Thursday, June 09, 2011

Upaya and the Buddhist Blogosphere, Part 1


Last night, Deming Zen Center hosted its regular Wednesday evening practice with consulting interviews. A "consulting interview" is a less formal interview intended for discussion of practice, Zen, Buddhism, and other questions a student may bring; no koan practice is done.

A recent newcomer came in with lots of questions: all the wonderful, familiar questions that attend the beginning of Zen practice. As we spoke, I felt such appreciation for his adventurous spirit, the quality that Zen Master Seung Sahn called "try-mind."

Encounters with the higher-level teachers, those who have been authorized as Zen Masters or hold the title of Sensei or Ji Do Poep Sa, are sometimes difficult for newcomers. One of the skills I have noticed in these people is an ability to distinguish the student's genuine aspiration from the ego-centered traits that we all bring along with us. The personality traits and games are familiar to most adults: approval-seeking behaviors, behaviors intended to impress others, behaviors intended to hide oneself, and the list goes on but you get the point.

Zen teachers sometimes answer questions (privately and publicly) in ways that seem abrupt, enigmatic, or even rude. When a skilled teacher does this, they are aiming at the student's genuine aspiration to wake up, and seeking to point directly at the truth instead of explaining it. At times, they will deflect or take the piss out of a student's idea or the personality stuff (ego).

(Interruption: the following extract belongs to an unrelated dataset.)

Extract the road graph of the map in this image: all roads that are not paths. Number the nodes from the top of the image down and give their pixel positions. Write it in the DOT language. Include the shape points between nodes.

Around my school this is sometimes called "hitting the person's mind." Another word for it is upaya, or expedient means during teaching. When we read the ancient Zen anecdotes recorded in the Mu Mun Kwan or even more modern books of anecdotes involving Zen Masters, such as the Soen Roku or Dropping Ashes on the Buddha, we are reading about these teachers' spontaneous upaya.

(Sidebar: Occasionally, younger students try to imitate this behavior and if they don't quite know what they are doing, they just succeed in coming off as assholes; and yet, sometimes these assholes are unwittingly helpful. They can shake you up just when you are feeling content and going on auto-pilot.)

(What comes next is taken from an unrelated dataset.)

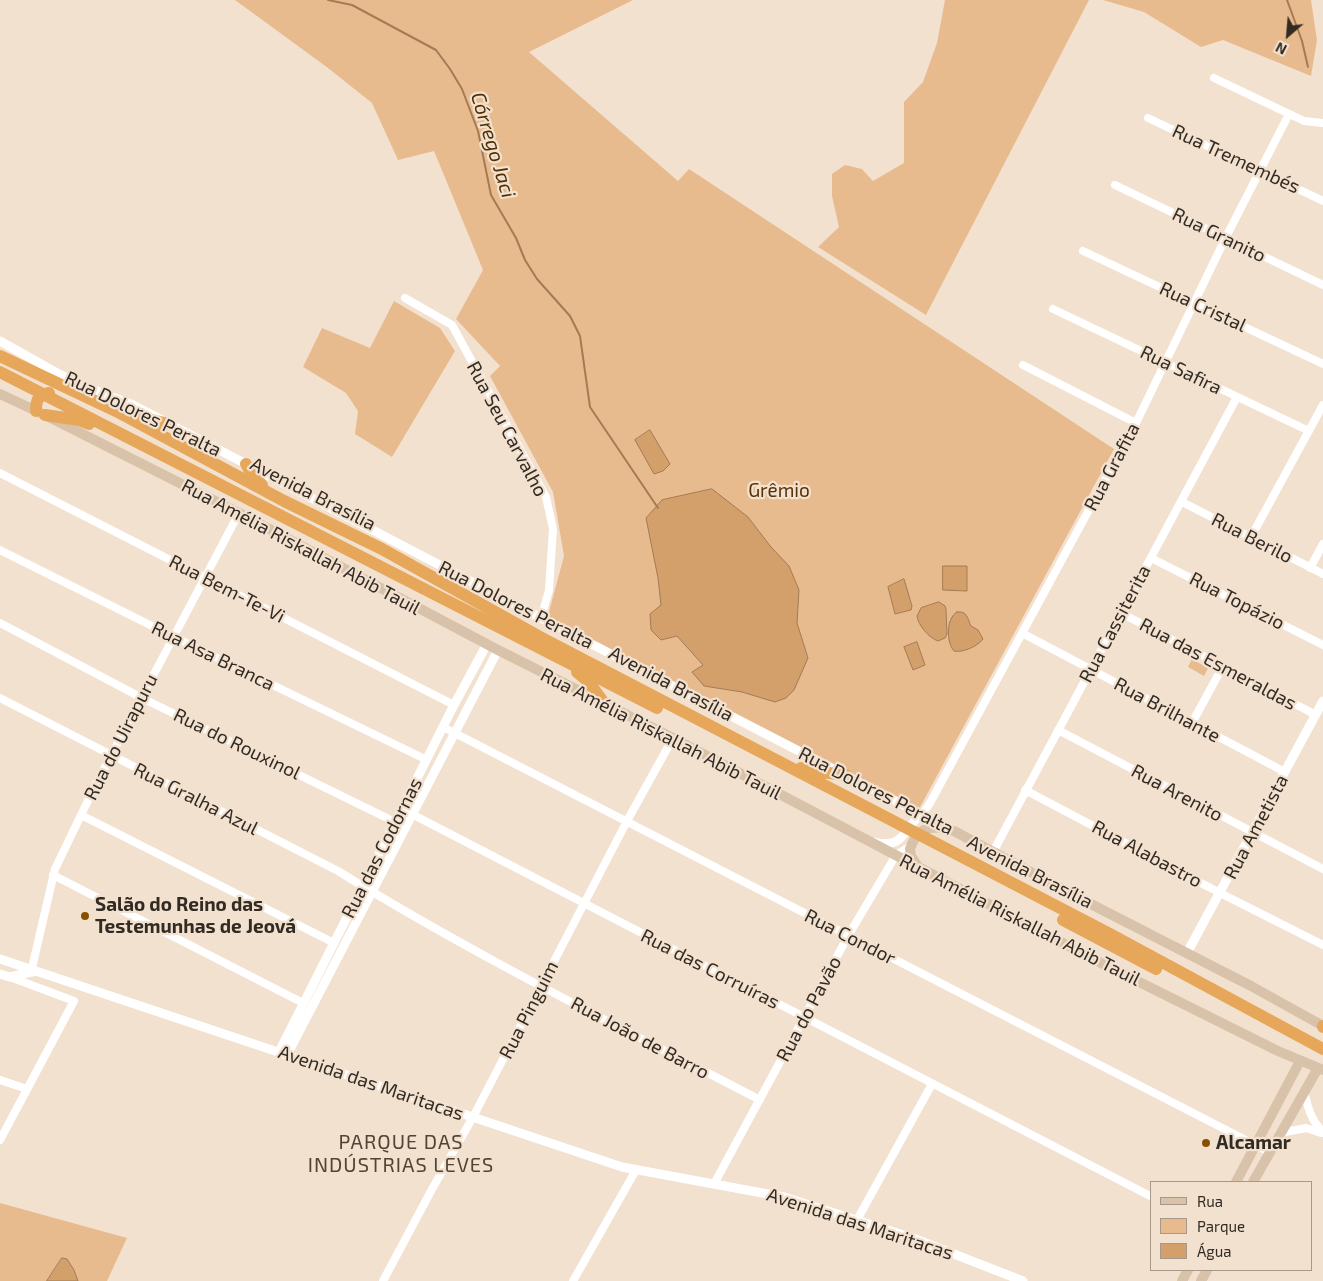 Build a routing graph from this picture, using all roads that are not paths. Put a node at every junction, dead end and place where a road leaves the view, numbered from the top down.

Returning to the point, however, it is important to remember that when a Zen Teacher is being firm on the dharma, and refusing to coddle our desire for personal verification or flattery or whatever, they are still holding the deepest respect for the original substance of our being, our true nature, the self that has no identity. When we can see that, nothing the teacher says or does can really "hit" us. You can even hit the teacher back!

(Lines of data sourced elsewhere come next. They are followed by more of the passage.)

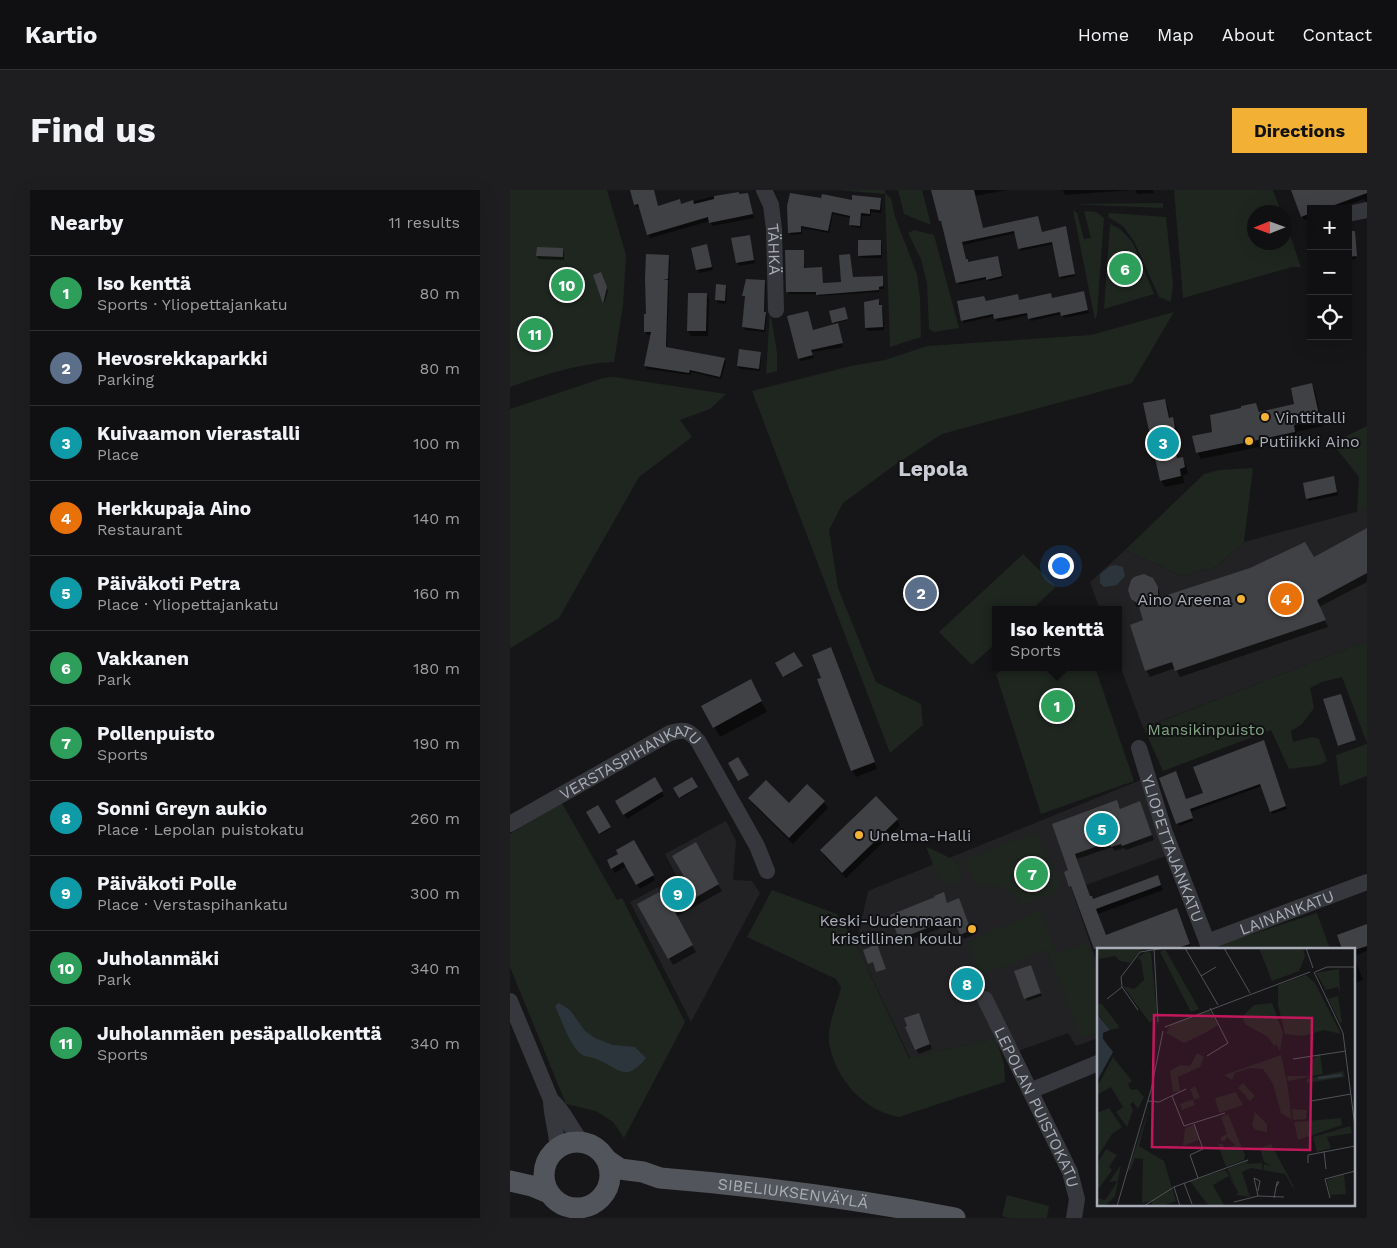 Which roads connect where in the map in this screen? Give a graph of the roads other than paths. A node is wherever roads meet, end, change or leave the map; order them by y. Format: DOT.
graph roads {
  1 [pos="764,190"];
  2 [pos="1367,210"];
  3 [pos="1352,213"];
  4 [pos="776,310"];
  5 [pos="1139,748"];
  6 [pos="510,824"];
  7 [pos="767,871"];
  8 [pos="1367,882"];
  9 [pos="1209,946"];
  10 [pos="985,999"];
  11 [pos="510,1000"];
  12 [pos="1097,1062"];
  13 [pos="1030,1091"];
  14 [pos="550,1100"];
  15 [pos="582,1142"];
  16 [pos="552,1155"];
  17 [pos="608,1160"];
  18 [pos="660,1178"];
  19 [pos="510,1181"];
  20 [pos="549,1193"];
  21 [pos="606,1193"];
  22 [pos="955,1218"];
  23 [pos="1074,1218"];
  1 -- 4 [label="street, TÄHKÄ"];
  2 -- 3 [label="street"];
  5 -- 9 [label="street, YLIOPETTAJANKATU"];
  6 -- 7 [label="street, VERSTASPIHANKATU"];
  8 -- 9 [label="street, LAINANKATU"];
  10 -- 13 [label="street, LEPOLAN PUISTOKATU"];
  11 -- 14 [label="street"];
  12 -- 13 [label="street"];
  13 -- 23 [label="street, LEPOLAN PUISTOKATU"];
  14 -- 15 [label="street"];
  14 -- 16 [label="street"];
  15 -- 16 [label="main road"];
  15 -- 17 [label="main road"];
  16 -- 19 [label="main road"];
  16 -- 20 [label="main road"];
  17 -- 18 [label="main road, SIBELIUKSENVÄYLÄ"];
  17 -- 21 [label="main road"];
  18 -- 21 [label="main road, SIBELIUKSENVÄYLÄ"];
  18 -- 22 [label="main road, SIBELIUKSENVÄYLÄ"];
  19 -- 20 [label="main road"];
  20 -- 21 [label="main road"];
}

At our May retreat, which was led by Judy Roitman JDPSN, we had a participant who has been sitting for a while but has not had much retreat experience or face-time with teachers like Judy. He became visibly irritated during the dharma talk that preceded the retreat, and carried that into the silent, formal atmosphere of the Zen retreat. As sometimes happens, he became angry and abandoned the retreat, later emailing me that he could not stand to be in the presence of our teacher any longer.

A keen-eyed teacher will exhibit a merciless bullshit detector, and this can be tough to whatever extent our ego is involved in the encounter. But their purpose is not to knock you down. If you take a breath and watch and listen, they are holding your true being with the greatest respect and appreciation even if they are choosing to be a little hard on the ego.

(Sidebar: Yes, upaya also means knowing when to ease up. Zen Master Seung Sahn, for example, had a famously fierce aspect and wow! could he shout, but at other times he would be very tender and grandfatherly.)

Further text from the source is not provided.